By Diane E. Lewis, Globe Staff, 6/13/2003

It seemed like a pretty good deal: Luxury flights from Los Angeles airport to Honolulu and back for as little as $89 each way, starting July 3.

Called Mainline Airways LLC, the online venture created by Luke R. Thompson, a Babson College student in his freshman year at the Wellesley institution known for its entrepreneurial studies, promised ''personal TVs in all classes of service as well as a very affordable first-class cabin.'' Another online pitch to consumers described Mainline as a discount provider with all of the amenities of more traditional competitors.

The company website, www.mainlineairways.com, also offered a cancellation and reservation change policy, links to other companies like Southwest Airlines, and two roundtrip flights daily from Los Angeles to Honolulu.

But six months after the 18-year-old from Yardley, Pa., launched his website, he and his business were slapped with a Suffolk Superior Court order Wednesday barring advertising, selling tickets, or making reservations for air travel. The restraining order obtained by Massachusetts Attorney General Thomas F. Reilly also prevents Thompson from withdrawing money from any of his bank accounts.

''In effect, [Thompson] has been grounded,'' Reilly told reporters at his office yesterday. ''He has been prevented from doing business as Mainline Airways. Our investigation indicates that this was not a legitimate business, a legitimate airline. ... It had no planes and no pilots.''

An investigator for Reilly, Dante Annicelli, bought a $428.92 round trip ticket from Los Angeles to Honolulu, but allegedly found that Mainline was unregistered at Los Angeles International Airport. Violation of Massachusett's consumer laws carries a maximum penalty of $5,000 per charge.
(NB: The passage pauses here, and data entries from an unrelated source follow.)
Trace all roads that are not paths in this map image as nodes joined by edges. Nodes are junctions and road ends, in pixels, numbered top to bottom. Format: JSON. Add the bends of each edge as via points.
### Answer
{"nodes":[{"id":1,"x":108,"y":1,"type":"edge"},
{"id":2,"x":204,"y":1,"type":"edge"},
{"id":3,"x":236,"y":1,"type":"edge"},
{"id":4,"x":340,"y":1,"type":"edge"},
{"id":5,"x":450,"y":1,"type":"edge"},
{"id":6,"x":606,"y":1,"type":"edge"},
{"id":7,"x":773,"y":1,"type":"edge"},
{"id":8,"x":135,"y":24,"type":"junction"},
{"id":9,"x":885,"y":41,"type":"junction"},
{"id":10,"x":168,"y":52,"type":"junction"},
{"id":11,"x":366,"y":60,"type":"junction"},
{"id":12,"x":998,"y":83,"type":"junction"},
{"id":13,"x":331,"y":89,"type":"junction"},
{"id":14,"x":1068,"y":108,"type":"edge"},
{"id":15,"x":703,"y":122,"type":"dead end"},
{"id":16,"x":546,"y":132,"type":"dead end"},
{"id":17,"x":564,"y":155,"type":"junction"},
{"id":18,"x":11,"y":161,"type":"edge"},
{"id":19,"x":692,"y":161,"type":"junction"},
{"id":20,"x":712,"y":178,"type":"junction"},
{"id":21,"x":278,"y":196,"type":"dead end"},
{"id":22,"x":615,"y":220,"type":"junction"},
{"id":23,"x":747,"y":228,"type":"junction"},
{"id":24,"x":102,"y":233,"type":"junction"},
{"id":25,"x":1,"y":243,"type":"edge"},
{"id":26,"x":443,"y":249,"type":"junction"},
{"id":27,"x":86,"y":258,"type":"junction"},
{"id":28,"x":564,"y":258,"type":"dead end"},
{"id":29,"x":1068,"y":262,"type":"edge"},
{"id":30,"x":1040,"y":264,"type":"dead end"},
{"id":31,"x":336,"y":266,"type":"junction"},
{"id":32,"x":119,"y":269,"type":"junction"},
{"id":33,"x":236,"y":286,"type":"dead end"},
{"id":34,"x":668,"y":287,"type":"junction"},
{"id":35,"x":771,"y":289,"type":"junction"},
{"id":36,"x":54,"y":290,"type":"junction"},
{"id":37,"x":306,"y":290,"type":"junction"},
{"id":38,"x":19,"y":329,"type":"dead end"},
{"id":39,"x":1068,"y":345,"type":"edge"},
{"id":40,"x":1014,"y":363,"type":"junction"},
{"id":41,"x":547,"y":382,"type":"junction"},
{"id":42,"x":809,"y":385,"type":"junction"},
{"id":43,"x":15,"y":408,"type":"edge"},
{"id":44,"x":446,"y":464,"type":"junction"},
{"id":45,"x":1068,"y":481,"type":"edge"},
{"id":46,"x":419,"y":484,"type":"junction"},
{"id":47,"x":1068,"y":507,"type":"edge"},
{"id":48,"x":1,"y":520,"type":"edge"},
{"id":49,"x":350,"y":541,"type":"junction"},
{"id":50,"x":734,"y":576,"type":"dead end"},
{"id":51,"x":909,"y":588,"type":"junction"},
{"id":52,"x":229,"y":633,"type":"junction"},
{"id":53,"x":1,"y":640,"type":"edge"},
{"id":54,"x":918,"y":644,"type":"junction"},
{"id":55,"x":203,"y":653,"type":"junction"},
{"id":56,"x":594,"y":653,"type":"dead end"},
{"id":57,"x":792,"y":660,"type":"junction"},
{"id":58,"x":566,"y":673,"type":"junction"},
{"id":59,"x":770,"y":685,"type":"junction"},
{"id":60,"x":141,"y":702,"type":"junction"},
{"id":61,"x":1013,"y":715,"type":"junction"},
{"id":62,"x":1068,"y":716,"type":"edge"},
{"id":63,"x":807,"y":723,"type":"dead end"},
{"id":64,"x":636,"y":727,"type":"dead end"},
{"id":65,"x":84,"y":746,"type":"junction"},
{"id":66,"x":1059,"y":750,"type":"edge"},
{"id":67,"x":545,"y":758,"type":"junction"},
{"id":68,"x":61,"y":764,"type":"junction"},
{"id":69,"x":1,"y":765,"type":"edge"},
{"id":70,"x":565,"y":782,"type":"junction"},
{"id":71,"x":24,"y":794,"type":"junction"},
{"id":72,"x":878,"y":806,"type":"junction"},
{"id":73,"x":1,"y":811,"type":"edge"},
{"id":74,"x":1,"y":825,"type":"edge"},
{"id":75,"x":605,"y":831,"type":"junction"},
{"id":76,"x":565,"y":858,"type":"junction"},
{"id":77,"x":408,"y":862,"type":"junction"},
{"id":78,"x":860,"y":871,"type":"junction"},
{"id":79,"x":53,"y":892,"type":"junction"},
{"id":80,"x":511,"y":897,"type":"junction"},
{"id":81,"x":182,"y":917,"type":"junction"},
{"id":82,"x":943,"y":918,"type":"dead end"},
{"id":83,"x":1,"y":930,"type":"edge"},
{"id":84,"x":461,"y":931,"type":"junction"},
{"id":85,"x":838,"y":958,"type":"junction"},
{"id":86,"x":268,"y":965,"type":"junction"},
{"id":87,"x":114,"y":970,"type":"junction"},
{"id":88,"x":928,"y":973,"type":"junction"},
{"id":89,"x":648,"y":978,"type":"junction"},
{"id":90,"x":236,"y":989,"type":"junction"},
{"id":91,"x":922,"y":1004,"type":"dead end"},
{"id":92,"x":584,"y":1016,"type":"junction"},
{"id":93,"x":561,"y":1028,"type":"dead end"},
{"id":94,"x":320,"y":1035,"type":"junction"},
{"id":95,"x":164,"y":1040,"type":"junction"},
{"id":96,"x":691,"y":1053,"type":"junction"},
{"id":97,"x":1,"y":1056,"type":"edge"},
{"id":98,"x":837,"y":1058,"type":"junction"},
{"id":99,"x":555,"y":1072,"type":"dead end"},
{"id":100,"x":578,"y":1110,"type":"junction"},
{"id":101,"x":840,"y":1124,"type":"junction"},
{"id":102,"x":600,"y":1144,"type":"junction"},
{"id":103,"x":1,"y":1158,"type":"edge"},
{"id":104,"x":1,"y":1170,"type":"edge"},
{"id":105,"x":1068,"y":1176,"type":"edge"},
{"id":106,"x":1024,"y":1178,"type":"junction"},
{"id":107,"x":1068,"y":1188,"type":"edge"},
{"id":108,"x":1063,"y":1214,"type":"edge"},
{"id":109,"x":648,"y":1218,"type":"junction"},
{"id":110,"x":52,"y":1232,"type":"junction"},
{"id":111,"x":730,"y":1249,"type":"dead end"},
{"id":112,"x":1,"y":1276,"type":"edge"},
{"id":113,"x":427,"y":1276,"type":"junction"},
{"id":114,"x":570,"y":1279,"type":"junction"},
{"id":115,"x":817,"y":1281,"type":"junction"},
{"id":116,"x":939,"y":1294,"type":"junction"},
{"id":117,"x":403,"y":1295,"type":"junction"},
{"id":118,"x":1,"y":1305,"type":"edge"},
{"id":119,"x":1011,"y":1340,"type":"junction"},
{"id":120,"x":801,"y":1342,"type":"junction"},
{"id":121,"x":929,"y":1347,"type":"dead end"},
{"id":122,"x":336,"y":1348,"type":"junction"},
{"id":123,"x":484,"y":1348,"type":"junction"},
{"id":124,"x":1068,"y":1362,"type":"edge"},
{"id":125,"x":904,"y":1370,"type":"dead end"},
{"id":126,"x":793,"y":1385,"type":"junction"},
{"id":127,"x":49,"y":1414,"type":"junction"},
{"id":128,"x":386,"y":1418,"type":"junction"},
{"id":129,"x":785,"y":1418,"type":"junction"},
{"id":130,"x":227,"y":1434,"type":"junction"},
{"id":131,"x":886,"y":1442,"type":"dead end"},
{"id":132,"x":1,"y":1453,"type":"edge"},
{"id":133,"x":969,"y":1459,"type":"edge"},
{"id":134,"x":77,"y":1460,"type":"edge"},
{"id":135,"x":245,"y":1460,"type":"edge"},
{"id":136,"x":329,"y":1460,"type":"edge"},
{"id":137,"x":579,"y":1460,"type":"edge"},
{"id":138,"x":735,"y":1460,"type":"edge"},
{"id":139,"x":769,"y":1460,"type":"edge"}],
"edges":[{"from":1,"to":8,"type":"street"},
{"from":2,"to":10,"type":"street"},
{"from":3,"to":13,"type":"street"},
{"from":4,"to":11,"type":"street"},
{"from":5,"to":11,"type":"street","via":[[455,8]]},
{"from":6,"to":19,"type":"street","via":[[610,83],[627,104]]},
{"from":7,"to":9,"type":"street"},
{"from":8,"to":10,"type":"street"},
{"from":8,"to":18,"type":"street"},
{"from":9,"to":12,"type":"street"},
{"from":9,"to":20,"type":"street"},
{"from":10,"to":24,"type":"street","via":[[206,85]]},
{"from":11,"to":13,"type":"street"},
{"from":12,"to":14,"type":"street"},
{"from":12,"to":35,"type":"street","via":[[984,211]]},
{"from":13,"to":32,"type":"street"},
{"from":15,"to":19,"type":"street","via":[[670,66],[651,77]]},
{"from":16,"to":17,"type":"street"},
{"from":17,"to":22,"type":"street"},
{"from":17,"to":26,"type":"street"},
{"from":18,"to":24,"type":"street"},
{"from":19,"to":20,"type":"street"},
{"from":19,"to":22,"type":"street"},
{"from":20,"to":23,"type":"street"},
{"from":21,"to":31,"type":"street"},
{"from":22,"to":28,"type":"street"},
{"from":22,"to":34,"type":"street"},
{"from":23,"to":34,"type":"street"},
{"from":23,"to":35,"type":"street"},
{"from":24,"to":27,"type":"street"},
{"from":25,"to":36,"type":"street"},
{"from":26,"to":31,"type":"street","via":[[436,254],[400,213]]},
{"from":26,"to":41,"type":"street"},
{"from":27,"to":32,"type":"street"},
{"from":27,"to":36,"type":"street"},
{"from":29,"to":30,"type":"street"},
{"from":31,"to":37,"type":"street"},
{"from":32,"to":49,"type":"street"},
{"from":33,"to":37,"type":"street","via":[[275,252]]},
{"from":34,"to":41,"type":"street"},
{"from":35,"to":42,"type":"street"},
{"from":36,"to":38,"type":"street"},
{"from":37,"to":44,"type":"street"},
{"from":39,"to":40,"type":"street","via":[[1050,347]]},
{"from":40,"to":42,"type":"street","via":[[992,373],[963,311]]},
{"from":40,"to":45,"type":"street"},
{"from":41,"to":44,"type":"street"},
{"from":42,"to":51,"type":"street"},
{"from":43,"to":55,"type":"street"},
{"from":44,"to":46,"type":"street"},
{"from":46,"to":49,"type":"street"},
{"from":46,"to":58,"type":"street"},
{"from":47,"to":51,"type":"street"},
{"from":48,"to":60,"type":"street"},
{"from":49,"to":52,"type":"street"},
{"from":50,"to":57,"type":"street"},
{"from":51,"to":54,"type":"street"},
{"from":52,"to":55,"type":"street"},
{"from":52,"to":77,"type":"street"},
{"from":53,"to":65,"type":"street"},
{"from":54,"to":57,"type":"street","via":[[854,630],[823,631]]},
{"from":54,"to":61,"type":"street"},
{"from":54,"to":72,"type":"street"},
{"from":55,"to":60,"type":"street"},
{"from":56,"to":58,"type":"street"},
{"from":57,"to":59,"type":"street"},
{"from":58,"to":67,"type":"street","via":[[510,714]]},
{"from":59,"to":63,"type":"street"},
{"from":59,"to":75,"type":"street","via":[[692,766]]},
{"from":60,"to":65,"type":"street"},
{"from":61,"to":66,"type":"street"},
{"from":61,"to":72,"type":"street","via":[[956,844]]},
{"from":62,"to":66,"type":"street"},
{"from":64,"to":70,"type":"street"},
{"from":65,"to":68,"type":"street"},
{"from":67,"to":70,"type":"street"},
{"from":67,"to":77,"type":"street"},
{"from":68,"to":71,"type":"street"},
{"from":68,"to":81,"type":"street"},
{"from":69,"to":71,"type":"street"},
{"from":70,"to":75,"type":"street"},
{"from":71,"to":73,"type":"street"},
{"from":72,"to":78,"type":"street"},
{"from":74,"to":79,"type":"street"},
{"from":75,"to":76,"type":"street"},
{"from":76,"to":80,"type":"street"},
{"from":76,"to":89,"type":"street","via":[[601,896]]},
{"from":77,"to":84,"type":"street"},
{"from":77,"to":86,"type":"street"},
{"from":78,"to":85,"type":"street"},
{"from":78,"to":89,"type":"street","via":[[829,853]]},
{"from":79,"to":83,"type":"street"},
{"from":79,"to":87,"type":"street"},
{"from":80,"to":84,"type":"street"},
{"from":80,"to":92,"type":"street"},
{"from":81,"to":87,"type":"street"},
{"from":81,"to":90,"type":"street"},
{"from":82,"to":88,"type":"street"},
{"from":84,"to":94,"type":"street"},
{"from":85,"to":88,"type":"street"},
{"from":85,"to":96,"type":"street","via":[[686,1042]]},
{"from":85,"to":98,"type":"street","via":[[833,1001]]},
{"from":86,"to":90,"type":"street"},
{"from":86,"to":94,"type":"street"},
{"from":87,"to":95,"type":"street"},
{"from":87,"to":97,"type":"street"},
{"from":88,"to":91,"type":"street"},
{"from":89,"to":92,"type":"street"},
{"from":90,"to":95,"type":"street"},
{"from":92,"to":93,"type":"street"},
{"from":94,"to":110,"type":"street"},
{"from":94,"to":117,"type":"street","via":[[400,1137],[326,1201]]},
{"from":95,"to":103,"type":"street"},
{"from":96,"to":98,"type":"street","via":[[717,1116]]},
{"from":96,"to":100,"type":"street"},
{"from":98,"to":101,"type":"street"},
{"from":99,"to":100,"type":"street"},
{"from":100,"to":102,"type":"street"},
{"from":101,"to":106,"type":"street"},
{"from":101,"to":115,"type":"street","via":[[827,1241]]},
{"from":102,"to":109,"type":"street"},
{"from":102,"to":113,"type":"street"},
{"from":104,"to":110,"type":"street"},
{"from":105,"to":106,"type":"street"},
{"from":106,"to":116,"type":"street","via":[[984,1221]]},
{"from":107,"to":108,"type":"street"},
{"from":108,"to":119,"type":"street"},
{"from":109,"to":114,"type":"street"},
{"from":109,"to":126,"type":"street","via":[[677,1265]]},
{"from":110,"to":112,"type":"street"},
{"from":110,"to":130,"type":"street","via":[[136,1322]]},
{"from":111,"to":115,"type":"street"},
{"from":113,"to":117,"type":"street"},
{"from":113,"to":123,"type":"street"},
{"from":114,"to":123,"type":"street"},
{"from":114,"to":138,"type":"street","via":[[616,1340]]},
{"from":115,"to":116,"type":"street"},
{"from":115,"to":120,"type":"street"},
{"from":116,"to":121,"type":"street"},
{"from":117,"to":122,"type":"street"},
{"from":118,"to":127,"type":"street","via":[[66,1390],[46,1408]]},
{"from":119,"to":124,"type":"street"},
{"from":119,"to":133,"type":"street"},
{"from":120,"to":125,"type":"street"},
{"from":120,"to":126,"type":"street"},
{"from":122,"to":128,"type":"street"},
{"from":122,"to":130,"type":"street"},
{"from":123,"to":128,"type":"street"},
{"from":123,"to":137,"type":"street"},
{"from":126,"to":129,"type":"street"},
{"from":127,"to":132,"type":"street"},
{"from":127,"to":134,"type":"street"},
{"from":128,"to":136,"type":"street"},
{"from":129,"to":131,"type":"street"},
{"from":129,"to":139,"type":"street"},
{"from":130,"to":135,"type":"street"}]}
Thompson did not return telephone calls to his home in Pennsylvania yesterday.

A spokesman for Babson College said the college, which offers undergraduate and graduate degrees in business, could not comment on Thompson's actions. Babson is also investigating the student's business venture.

Consumer advocates said yesterday the case highlights the potential of Internet fraud. They maintained that as Internet use has grown, so have fake auction sites and bogus online service centers whose discount offers to shoppers are used to steal credit card numbers and, in some cases, personal identities.

''My guess is that this is the tip of the iceberg,'' said Deirdre Cummings, consumer program director at the Massachusetts Public Interest Research Group. ''It is very easy to start a website. For a $50 fee and an annual renewal rate of $25, you can start.'' She noted that a hosting company will provide a website for between $10 and $50 a month.

Court records indicate that Thompson registered his site with a company called Hosting-Network Inc. of Fort Myers, Fla. Authorities said they tracked down the hosting site by contacting a website registration listing service known as Network Solutions.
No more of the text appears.